I guess there’s nothing mandatory about you lay out your switch configuration. I did consider for while keeping all the “infrastructure” components on Standard vSwitches on each host. I’m glad I didn’t because I’m already feeling the benefit of using the Distributed vSwitch for this layer of my network. For example I initially forgot that vCloud Director would need two NIC for its configurations – so I was able to add a portgroup for the Console Proxy very quickly. And I think that’s where the change will pay dividends whilst I learn more about vCloud Director. As something comes up in the network layer I hadn’t consider or thought of it will be very quick and easy to change the configuration – where gaps in my knowledge made me choose the wrong option or setup.

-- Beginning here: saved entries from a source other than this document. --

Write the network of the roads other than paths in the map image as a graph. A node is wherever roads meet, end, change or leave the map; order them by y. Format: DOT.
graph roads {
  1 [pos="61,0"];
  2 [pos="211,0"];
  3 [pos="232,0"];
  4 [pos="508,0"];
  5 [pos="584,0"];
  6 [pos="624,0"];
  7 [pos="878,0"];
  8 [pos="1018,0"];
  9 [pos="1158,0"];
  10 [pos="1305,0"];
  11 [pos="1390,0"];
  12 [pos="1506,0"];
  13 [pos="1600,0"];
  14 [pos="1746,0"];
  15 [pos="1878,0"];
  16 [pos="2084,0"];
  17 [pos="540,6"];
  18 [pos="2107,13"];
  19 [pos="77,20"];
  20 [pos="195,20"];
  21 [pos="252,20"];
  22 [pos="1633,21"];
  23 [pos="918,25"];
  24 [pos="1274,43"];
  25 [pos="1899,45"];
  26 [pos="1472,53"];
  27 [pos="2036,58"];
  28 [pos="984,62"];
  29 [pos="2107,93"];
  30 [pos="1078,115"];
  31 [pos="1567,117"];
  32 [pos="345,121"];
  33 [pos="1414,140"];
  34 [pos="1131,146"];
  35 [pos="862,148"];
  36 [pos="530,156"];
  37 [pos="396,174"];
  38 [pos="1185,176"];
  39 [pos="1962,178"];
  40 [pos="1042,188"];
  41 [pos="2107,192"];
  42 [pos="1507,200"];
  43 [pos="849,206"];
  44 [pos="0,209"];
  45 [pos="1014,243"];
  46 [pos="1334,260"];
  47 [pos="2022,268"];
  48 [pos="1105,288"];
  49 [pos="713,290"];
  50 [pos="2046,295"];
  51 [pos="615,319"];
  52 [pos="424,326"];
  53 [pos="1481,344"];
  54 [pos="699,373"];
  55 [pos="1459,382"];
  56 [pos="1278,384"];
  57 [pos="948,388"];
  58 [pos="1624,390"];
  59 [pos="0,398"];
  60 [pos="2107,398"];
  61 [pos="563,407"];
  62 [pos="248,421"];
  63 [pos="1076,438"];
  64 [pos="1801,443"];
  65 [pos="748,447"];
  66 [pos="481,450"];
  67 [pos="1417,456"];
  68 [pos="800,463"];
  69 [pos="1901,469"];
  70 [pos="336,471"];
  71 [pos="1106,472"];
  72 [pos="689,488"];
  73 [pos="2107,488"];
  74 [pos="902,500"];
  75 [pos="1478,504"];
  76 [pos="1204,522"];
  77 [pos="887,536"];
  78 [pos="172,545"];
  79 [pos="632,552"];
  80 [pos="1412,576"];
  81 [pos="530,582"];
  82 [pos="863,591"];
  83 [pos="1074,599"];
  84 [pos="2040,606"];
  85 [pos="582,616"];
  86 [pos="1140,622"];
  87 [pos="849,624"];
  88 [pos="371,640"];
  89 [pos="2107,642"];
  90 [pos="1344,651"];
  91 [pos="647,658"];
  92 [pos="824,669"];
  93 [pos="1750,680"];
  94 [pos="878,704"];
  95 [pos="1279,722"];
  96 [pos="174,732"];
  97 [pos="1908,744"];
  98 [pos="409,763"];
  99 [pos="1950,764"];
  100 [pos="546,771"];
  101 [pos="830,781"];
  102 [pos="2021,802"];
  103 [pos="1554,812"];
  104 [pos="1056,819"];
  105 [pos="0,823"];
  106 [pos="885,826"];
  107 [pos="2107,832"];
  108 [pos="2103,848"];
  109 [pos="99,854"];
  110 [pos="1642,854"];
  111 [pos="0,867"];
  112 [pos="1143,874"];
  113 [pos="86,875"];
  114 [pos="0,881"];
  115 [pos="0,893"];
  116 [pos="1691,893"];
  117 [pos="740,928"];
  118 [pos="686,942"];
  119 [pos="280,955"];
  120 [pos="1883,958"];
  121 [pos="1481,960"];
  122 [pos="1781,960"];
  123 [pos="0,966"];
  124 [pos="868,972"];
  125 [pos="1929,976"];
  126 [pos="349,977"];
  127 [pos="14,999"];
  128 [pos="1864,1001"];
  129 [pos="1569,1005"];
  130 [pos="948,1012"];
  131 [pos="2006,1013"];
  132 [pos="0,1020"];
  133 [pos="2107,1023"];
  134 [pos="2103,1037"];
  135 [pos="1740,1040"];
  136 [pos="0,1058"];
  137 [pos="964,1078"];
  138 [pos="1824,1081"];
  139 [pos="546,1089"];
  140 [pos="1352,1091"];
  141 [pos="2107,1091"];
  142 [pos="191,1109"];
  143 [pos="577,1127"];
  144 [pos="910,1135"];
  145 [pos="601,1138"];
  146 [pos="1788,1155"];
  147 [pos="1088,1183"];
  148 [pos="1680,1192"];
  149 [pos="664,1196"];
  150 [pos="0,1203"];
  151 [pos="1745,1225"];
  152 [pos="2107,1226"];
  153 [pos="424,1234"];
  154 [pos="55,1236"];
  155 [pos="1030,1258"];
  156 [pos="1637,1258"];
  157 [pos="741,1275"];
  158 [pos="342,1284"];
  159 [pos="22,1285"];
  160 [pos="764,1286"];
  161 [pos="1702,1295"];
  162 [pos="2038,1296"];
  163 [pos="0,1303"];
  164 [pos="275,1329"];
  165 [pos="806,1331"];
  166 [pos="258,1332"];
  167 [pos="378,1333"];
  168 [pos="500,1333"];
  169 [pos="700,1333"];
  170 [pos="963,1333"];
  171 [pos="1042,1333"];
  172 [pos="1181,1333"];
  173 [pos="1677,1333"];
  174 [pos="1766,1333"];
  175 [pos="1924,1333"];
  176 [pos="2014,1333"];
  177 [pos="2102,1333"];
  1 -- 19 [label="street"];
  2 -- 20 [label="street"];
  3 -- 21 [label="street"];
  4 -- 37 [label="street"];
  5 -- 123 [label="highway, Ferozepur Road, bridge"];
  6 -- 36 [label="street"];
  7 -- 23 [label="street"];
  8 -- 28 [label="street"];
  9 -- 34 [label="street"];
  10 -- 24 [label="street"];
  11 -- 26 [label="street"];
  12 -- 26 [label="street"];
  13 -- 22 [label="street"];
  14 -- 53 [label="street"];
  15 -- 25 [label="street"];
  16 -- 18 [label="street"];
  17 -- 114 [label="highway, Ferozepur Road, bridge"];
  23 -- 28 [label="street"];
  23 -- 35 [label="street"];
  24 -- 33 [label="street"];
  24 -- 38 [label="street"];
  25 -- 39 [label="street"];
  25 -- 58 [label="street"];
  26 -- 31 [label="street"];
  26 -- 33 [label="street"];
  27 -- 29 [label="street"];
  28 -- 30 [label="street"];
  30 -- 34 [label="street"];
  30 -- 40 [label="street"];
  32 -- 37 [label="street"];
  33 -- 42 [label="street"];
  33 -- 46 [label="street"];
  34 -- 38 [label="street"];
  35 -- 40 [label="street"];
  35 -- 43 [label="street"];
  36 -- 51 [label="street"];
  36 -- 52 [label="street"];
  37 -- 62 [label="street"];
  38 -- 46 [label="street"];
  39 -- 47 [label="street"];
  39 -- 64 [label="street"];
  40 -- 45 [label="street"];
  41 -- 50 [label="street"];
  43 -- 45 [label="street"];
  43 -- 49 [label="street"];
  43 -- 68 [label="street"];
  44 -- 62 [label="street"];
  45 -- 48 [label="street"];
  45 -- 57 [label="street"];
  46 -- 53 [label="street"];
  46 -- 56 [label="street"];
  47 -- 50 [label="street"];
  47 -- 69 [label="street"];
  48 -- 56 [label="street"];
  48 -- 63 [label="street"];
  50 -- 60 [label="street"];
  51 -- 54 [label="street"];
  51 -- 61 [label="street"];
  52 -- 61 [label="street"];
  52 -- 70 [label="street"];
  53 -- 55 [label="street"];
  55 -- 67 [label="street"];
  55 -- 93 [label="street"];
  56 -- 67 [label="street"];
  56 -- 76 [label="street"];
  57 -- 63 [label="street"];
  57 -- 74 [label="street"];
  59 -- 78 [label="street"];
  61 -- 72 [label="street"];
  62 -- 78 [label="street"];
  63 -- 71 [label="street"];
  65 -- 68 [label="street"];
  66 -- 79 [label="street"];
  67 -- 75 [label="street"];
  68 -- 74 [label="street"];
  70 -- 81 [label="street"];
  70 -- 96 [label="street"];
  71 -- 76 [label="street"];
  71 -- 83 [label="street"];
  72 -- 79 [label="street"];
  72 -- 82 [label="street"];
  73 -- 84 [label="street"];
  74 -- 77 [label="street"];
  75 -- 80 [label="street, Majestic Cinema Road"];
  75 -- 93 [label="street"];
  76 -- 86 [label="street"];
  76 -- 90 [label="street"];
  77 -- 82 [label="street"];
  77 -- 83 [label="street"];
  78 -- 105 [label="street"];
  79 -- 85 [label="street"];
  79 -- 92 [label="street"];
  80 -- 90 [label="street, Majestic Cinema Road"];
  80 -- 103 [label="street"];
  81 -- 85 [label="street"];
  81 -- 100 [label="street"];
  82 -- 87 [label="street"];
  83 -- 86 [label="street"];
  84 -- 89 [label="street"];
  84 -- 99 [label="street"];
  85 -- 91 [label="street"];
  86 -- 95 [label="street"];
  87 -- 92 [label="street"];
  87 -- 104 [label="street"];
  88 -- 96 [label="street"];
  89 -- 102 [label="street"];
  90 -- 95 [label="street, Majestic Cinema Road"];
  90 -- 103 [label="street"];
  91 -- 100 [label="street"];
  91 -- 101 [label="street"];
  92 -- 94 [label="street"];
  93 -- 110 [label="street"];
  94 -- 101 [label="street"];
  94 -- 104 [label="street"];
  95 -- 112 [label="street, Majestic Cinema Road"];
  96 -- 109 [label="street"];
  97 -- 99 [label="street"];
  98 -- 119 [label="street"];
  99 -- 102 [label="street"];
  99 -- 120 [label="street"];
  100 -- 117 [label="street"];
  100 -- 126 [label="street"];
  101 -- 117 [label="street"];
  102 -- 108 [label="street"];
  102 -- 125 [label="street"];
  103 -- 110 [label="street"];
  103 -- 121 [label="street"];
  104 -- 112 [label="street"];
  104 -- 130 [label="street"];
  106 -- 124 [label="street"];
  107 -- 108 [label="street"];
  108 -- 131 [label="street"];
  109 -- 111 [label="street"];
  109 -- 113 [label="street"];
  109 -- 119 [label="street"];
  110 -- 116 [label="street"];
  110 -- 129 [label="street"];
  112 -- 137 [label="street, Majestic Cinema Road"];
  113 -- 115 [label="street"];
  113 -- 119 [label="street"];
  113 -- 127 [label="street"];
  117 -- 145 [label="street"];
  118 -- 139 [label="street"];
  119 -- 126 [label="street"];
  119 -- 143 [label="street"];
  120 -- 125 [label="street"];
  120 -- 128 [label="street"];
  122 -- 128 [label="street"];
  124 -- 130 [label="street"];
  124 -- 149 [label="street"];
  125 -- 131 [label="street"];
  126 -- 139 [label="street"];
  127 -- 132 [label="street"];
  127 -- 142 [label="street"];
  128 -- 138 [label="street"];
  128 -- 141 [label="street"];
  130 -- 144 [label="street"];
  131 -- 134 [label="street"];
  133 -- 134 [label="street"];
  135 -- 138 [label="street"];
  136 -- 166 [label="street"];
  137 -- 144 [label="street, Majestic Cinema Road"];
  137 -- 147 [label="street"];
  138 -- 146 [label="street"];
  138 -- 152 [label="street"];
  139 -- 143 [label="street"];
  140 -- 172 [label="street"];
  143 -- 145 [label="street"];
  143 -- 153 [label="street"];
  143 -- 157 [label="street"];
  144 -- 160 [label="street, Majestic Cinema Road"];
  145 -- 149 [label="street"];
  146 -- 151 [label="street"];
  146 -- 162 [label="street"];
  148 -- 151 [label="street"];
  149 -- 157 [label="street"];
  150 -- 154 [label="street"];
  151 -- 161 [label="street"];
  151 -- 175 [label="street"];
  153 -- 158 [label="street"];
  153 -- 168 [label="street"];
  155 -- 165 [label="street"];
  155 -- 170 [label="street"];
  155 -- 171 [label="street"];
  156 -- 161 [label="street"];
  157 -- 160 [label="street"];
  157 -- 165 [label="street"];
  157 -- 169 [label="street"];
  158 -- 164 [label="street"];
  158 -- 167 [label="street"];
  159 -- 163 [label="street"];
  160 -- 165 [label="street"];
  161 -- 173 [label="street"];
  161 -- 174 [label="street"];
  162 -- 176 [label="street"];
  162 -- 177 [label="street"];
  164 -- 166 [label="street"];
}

Of course that means doing something I’ve been avoiding all along – visiting the colocation. Right now I’m trying to do everything I can remotely. Although I guess I could rig myself as “Update Manager” configuration together and do that remotely as well. The other physical job I have is fix up a 5th server to join the “Gold” Cluster. I need a physical NIC purchased so I can bring its NIC count up to 4-pNICs which is my minimum for any ESX host. So the tasks needing me to visit the colocation are beginning to show. One thing I that I thought I would have to do is make a trip to the colocation to upgrade my ESX hosts. Half of my ESX host don’t have ILO/DRAC access on them – and they are in need of being upgraded from ESX 5.0 to ESX 5.1. As I no longer have a VUM setup in my lab I thought doing it remotely would be out of the question. However, I hadn’t counted on my colleague William Lam coming up with a method of upgrading ESX 5.0 to ESX 5.1. The way his method works is putting a host in maintainance mode; temporarily opening http/s on the ESX host and then pulling the install bundled directly down from the web with ESXCLI. Worked for me!